Psittacastis stigmaphylli

Scientific classification
- Domain: Eukaryota
- Kingdom: Animalia
- Phylum: Arthropoda
- Class: Insecta
- Order: Lepidoptera
- Family: Depressariidae
- Genus: Psittacastis
- Species: P. stigmaphylli
- Binomial name: Psittacastis stigmaphylli (Walsingham, 1912)
- Synonyms: Necedes stigmaphylli Walsingham, 1912; Necedes stigmaphylli var. brevipalpis Walsingham, 1912;

= Psittacastis stigmaphylli =

- Authority: (Walsingham, 1912)
- Synonyms: Necedes stigmaphylli Walsingham, 1912, Necedes stigmaphylli var. brevipalpis Walsingham, 1912

Species of moth

Psittacastis stigmaphylli is a moth in the family Depressariidae. It was described by Lord Walsingham in 1912. It is found on Jamaica.
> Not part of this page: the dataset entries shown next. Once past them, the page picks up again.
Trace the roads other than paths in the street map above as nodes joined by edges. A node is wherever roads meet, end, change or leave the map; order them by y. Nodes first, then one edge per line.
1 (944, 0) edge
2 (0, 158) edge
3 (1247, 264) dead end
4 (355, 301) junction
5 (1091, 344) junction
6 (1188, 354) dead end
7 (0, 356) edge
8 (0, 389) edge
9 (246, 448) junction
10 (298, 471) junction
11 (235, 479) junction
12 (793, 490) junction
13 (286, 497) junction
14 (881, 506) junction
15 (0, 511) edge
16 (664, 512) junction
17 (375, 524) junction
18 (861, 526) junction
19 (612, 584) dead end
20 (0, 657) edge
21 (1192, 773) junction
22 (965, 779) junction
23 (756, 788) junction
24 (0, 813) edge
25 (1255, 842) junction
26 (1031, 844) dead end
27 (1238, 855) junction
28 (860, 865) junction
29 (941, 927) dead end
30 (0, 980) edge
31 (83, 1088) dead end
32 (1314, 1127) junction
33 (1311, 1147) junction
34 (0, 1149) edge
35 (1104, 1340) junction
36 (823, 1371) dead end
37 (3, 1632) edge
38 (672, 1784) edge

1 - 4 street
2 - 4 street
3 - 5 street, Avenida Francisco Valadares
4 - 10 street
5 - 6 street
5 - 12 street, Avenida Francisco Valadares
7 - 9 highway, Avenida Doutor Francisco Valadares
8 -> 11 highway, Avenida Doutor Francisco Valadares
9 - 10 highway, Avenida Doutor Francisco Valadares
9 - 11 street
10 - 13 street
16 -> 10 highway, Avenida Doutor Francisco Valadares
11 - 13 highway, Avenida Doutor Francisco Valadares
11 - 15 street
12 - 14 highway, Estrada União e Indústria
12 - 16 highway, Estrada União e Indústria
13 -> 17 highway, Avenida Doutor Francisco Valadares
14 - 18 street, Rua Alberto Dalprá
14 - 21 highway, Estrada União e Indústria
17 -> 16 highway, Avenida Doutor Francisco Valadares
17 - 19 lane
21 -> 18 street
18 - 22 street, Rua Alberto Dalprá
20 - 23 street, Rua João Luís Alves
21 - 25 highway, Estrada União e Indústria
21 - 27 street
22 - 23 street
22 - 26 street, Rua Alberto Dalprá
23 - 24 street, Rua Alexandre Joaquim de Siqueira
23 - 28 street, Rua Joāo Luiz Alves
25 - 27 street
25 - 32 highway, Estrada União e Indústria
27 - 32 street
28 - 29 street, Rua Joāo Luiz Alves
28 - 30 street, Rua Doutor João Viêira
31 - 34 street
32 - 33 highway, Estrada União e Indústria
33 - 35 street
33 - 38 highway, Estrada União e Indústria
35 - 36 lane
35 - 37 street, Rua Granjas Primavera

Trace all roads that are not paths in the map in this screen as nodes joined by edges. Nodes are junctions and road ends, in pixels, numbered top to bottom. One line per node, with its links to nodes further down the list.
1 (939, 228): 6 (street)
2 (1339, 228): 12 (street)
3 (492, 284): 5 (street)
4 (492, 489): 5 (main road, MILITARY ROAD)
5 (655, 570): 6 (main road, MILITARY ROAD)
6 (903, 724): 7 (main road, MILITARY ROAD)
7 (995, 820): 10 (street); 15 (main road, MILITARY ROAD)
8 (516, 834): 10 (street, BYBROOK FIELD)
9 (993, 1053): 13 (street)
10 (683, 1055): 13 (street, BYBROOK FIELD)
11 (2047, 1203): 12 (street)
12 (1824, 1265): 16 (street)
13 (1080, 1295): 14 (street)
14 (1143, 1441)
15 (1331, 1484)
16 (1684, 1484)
The wingspan is 11–12 mm. The forewings are pale brownish ochreous, suffused with dark chestnut brown, especially at the nexus, on the oblique cuneiform fascia at one-fourth, on the end of the cell, and along the costa before the apex. From the base of the costa a mottled and streaky pale greyish shade extends obliquely outward to the dorsum at one-third, containing some brown spots. This is followed by the suffused cuneiform fascia which sends out two points on its outer side, one along the dorsum and one above it, the upper one bounding the lower edge of a conspicuous whitish costal patch also dilated outward at its lower edge, and there somewhat tinged with ochreous. This contains on the cell a blackish dot. The suffused patch which succeeds it is connected to the costa by a rather paler chestnut-brown shade, through which runs a steely grey streak, starting from a white costal speck and meeting at its outer end a narrow whitish streak, also from the costa—these both merge in a pale yellowish ochreous patch beyond the end of the cell. Other steely grey scales and pale streaks pass through an elongate suffused patch lying on the dorsum below the pale ochreous patch, while above it, but separated by a line of blackish scales, the subcostal area is suffused with dark chestnut brown nearly to the apex, the costal edge alone being pale ochreous, continued as a median streak at the base of the brownish cilia in the unciform apex. Below the subapical incision is a pale ochreous, or almost whitish, patch on the termen, margined on its inner side by steely grey scales, and on its outer edge on the base of the cilia by parallel brown lines. The hindwings are grey.

The larvae feed on the leaves of Stigmaphyllon emarginatum, rolling the edges of these leaves. The larvae are pale greenish white, with slight indications of ochreous longitudinal lines. The spots are blackish and distinct, each emitting a rather long blackish hair. The head and pronotal plates are pale yellowish, with several small black spots. They reach a length of about 9 mm.